Parallel computing mode, specified as one of the following:

"sync" — Use parpool to run synchronous training on the available workers. In this case, workers pause execution until all workers are finished. The host updates the actor and critic parameters based on the results from all the workers and sends the updated parameters to all workers.
"async" — Use parpool to run asynchronous training on the available workers. In this case, workers send their data back to the host as soon as they finish and receive updated parameters from the host. The workers then continue with their task.

`DataToSendFromWorkers` — Type of data that workers send to the host
`"experiences"` (default) | `"gradients"`

Type of data that workers send to the host, specified as one of the following strings:

"experiences" — Send experience data (observation, action, reward, next observation, is done) to the host. For agents with gradients, the host computes gradients from the experiences.
"gradients" — Compute and send gradients to the host. The host applies gradients to update networks parameters.

Note

AC and PG agents accept only DataToSendFromWorkers = "gradients". DQN and DDPG agents accept only DataToSendFromWorkers = "experiences".

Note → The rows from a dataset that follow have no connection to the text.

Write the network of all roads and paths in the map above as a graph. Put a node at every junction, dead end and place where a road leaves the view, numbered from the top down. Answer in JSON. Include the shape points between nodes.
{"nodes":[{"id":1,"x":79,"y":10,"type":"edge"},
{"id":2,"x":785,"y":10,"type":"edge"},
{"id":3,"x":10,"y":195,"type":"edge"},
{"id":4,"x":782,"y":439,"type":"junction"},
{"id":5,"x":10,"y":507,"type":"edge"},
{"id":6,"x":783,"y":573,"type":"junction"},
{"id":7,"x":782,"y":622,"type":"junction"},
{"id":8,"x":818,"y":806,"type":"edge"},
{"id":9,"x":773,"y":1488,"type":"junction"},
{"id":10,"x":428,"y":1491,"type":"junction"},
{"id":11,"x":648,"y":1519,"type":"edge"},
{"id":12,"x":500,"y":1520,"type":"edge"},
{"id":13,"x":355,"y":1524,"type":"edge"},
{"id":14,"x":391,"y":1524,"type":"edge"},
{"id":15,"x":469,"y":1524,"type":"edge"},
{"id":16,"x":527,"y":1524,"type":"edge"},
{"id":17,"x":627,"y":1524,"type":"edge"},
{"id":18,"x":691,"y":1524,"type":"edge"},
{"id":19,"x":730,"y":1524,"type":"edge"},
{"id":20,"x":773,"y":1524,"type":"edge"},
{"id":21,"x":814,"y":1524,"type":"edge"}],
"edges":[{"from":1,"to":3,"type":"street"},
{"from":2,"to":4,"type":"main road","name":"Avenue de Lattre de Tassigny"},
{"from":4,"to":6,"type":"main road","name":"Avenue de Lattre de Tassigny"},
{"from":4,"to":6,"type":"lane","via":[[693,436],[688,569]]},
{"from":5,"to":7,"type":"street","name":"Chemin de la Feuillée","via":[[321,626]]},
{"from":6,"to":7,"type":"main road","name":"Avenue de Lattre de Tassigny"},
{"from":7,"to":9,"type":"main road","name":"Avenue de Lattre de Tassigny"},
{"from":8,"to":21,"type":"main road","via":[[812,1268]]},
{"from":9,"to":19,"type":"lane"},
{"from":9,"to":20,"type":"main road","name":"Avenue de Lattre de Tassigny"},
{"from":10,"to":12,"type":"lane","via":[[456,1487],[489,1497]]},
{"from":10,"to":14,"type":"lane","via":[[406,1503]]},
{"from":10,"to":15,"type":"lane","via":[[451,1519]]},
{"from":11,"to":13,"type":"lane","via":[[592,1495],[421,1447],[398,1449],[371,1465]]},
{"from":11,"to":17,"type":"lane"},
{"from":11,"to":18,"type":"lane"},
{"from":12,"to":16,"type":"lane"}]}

`StepsUntilDataIsSent` — When workers send data to host
`–1` (default) | positive integer

When workers send data to host and receive updated parameters, specified as –1 or a positive integer. This number indicates how many steps to compute during the episode before sending data to the host. When this option is –1, the worker waits until the end of the episode and then sends all step data to the host. Otherwise, the worker waits the specified number of steps before sending data.

Note

AC agents do not accept StepUntilDataIsSent = -1. For A3C training, set StepUntilDataIsSent equal to the NumStepToLookAhead AC agent option.
PG agents accept only StepUntilDataIsSent = -1.

`WorkerRandomSeeds` — Randomizer initialization for workers
`–1` (default) | `–2` | vector

Randomizer initialization for workers, specified as one the following:

–1 — Assign a unique random seed to each worker. The value of the seed is the worker ID.
–2 — Do not assign a random seed to the workers.
Vector — Manually specify the random seed for each work. The number of elements in the vector must match the number of workers.

`TransferBaseWorkspaceVariables` — Send model and workspace variables to parallel workers
`"on"` (default) | `"off"`

Send model and workspace variables to parallel workers, specified as "on" or "off". When the option is "on", the host sends variables used in models and defined in the base MATLAB^® workspace to the workers.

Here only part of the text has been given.